Procession opens up with Brian May's famous guitar orchestrations that sound like keyboards (this is where it all started!) and leads right into Father to Son. This song is dark, emotional, and heavy. I'm surprised to have never heard it on classic rock stations, this is one of Queen's greatest songs and a classic prog / heavy metal song. The coda, which contains a stadium choir singing the chorus, melts away into the intro for White Queen (As It Began). Beautiful lyrics, lush orchestrations, an almost sitar- like drift in the middle, the heart-wrenching guitar solo make this a beautiful prog ballad.

Some Day One Day is the first song Brian sings for. A decent acoustic-based ballad and slightly dark lyrics, but a bit weak after the first three tracks. The Loser in the End is a Roger Taylor song, great Led-Zep style hard rocker, and some killer guitar parts on this one. Like I said, great hard rock, but it sounds out of place on the album.

Side 2, owned by the late great Freddie Mercury, opens with a backtracked gong, which builds up into backwards guitar and drum riffs that reverse themselves fowards. Aggressive medieval heavy metal, one of Queen's heaviest and most violent, climaxing with bloodcurdling screams. A gong blast ends the song where it began and opens up The Fairy Feller's Master Stroke. Funny, harpsicord driven prog slice with great vocal harmonies that prelude those on Black Queen. All crammed into 2:30 minutes. A piano bit segues into the emotional, but brief ballad, Nevermore. Nevermore is surely a sign of Queen ballads to come...

Then, the epic March of the Black Queen.

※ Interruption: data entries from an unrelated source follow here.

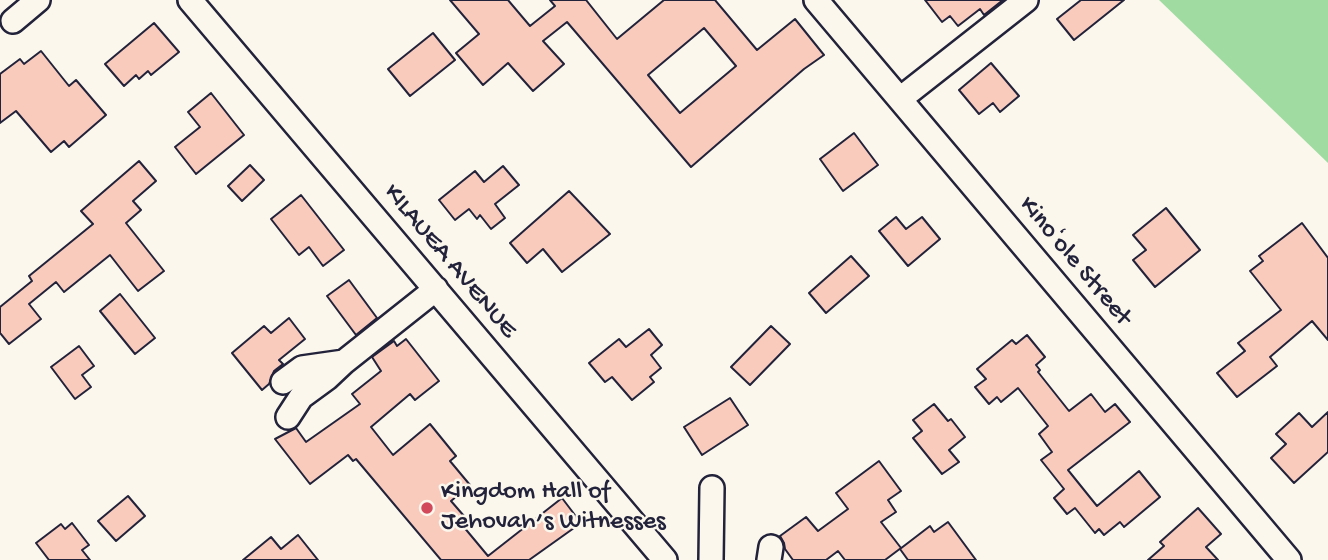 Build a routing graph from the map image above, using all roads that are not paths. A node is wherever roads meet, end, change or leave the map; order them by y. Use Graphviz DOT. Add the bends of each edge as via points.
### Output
graph roads {
  1 [pos="38,0"];
  2 [pos="190,0"];
  3 [pos="816,0"];
  4 [pos="1026,0"];
  5 [pos="13,21"];
  6 [pos="900,99"];
  7 [pos="436,289"];
  8 [pos="344,362"];
  9 [pos="284,382"];
  10 [pos="288,417"];
  11 [pos="712,488"];
  12 [pos="666,560"];
  13 [pos="711,560"];
  14 [pos="1289,560"];
  1 -- 5 [label="street"];
  2 -- 7 [label="street, KILAUEA AVENUE"];
  3 -- 6 [label="street, Kinoʻole Street"];
  4 -- 6 [label="street"];
  6 -- 14 [label="street, Kinoʻole Street"];
  7 -- 8 [label="street"];
  7 -- 12 [label="street, KILAUEA AVENUE"];
  8 -- 9 [label="street" via="302,368"];
  8 -- 10 [label="street" via="301,397"];
  11 -- 13 [label="street"];
} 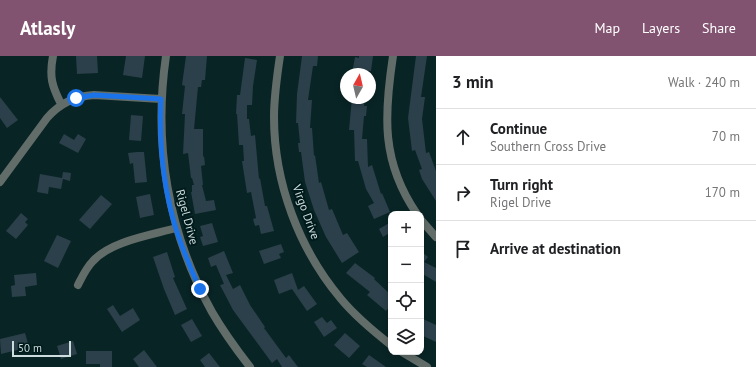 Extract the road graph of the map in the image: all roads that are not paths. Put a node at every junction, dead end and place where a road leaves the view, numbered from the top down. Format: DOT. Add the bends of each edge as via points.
graph roads {
  1 [pos="53,56"];
  2 [pos="166,56"];
  3 [pos="280,56"];
  4 [pos="393,56"];
  5 [pos="161,99"];
  6 [pos="61,104"];
  7 [pos="0,182"];
  8 [pos="415,211"];
  9 [pos="424,223"];
  10 [pos="176,228"];
  11 [pos="436,237"];
  12 [pos="78,285"];
  13 [pos="388,342"];
  14 [pos="407,355"];
  15 [pos="250,367"];
  16 [pos="427,367"];
  1 -- 6 [label="street" via="51,79"];
  2 -- 5 [label="street, Rigel Drive"];
  3 -- 13 [label="street, Virgo Drive" via="275,100 275,136 281,177 293,217 310,254 331,286 359,317"];
  4 -- 8 [label="street" via="386,121 390,156 399,183"];
  5 -- 6 [label="street" via="94,95"];
  5 -- 10 [label="street, Rigel Drive" via="163,163"];
  6 -- 7 [label="street" via="47,118"];
  9 -- 11 [label="street"];
  10 -- 12 [label="street" via="110,248 93,260"];
  10 -- 15 [label="street, Rigel Drive" via="192,271 212,312"];
  14 -- 16 [label="street"];
} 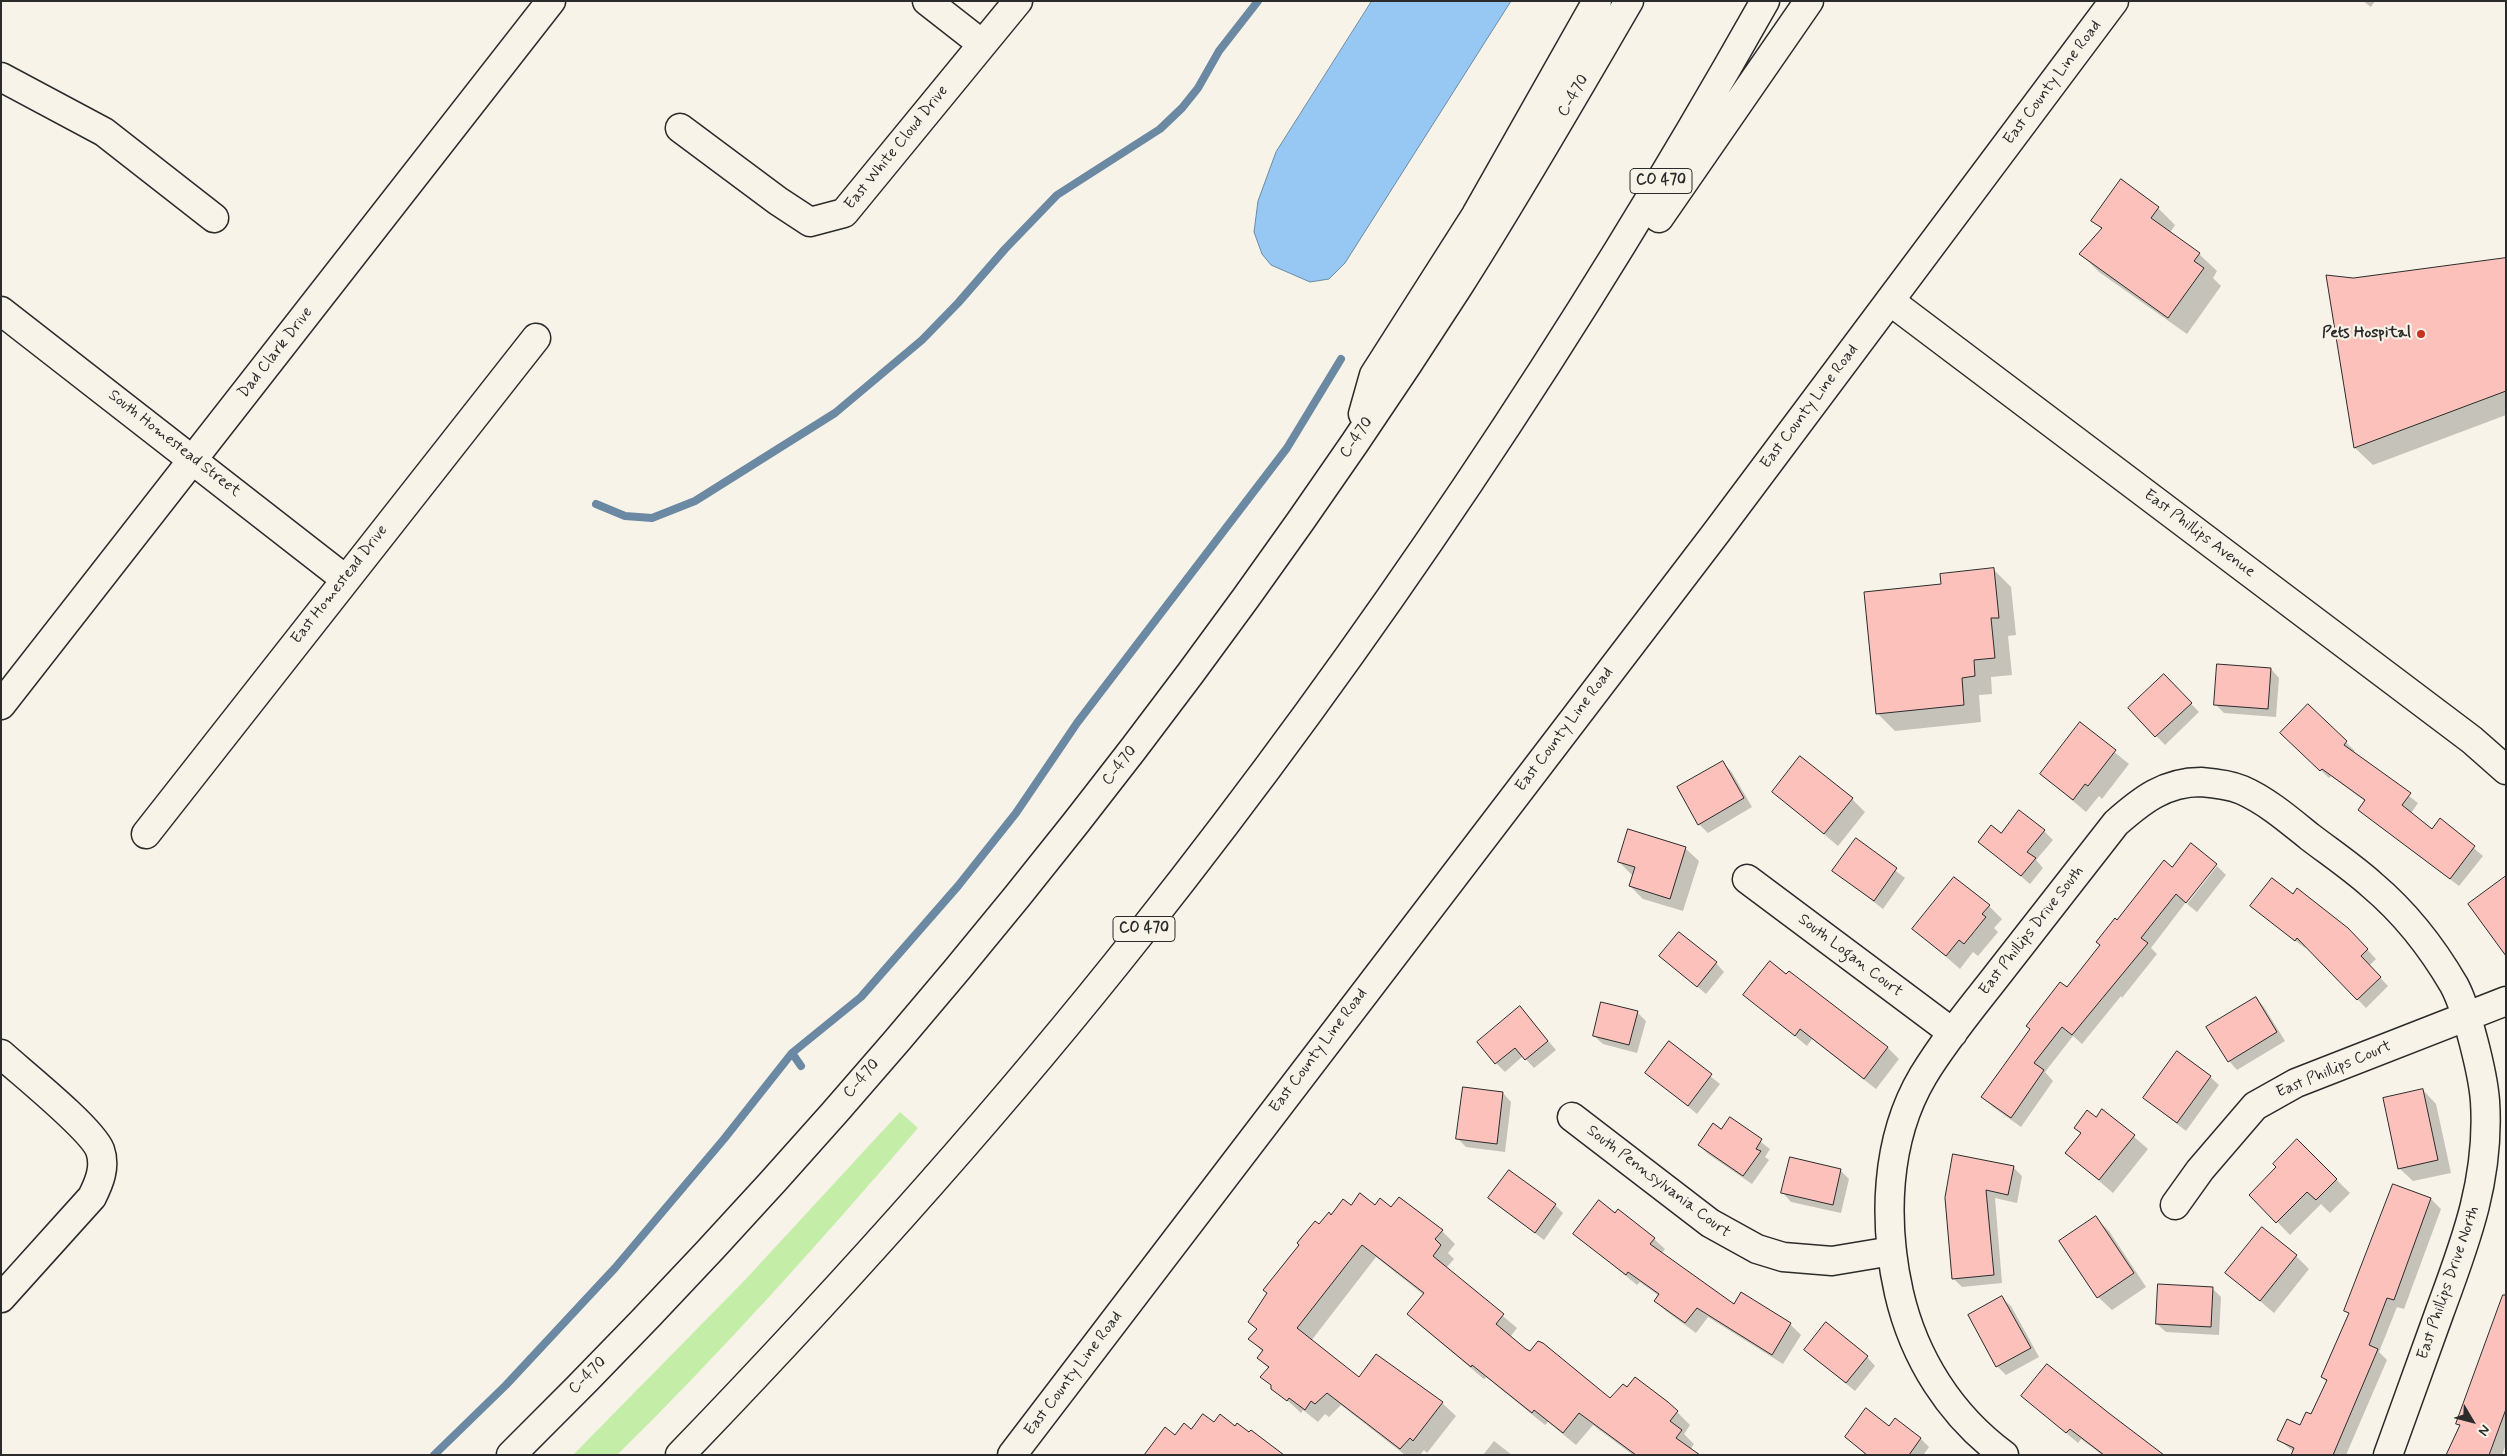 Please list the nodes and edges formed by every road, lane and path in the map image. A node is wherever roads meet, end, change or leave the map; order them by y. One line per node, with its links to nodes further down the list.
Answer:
1 (551, 1): 18 (main road, Dad Clark Drive)
2 (927, 1): 9 (main road)
3 (1018, 1): 9 (main road, East White Cloud Drive)
4 (1597, 1): 17 (main road)
5 (1629, 1): 17 (main road, C-470)
6 (1765, 1): 16 (main road, CO 470)
7 (1809, 1): 16 (main road)
8 (2114, 1): 13 (main road, East County Line Road)
9 (982, 44): 11 (main road, East White Cloud Drive)
10 (1, 77): 12 (main road)
11 (680, 128)
12 (214, 218)
13 (1890, 302): 21 (main road, East Phillips Avenue); 34 (main road, East County Line Road)
14 (1, 311): 18 (main road, South Homestead Street)
15 (536, 338): 19 (main road, East Homestead Drive)
16 (1551, 358): 33 (main road, CO 470)
17 (1354, 442): 32 (main road, C-470)
18 (194, 460): 19 (main road, South Homestead Street); 20 (main road, Dad Clark Drive)
19 (345, 579): 22 (main road, East Homestead Drive)
20 (1, 704)
21 (2506, 770)
22 (146, 834)
23 (1747, 878): 26 (main road, South Logan Court)
24 (2506, 1001): 25 (main road, East Phillips Court)
25 (2466, 1017): 26 (main road, East Phillips Drive South); 29 (main road, East Phillips Court); 36 (main road, East Phillips Drive North)
26 (1953, 1033): 30 (main road, East Phillips Drive South)
27 (1, 1054): 31 (main road)
28 (1572, 1117): 30 (main road, South Pennsylvania Court)
29 (2175, 1205)
30 (1892, 1251): 35 (main road, East Phillips Drive South)
31 (1, 1298)
32 (511, 1455)
33 (680, 1455)
34 (1012, 1455)
35 (2004, 1455)
36 (2388, 1455)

It comprises all of Side 2, shifting from the overblown vocals of TFFMS, heavy rock of Ogre Battle, and theirs a Nevermore like ballad in the middle. All this and about a hundred-fold more is crammed into a six minute song. Its not only a precursor of Bohemian Rhapsody, but an epic all its own. Black Queen segues into the boring pop-rock of Funny How Love Is (this song is why I took a star away) before the album closes with the short prog single Seven Seas of Rhye.

Overall, excellant album.

Who said that Side 2 should have been one piece. Great Idea!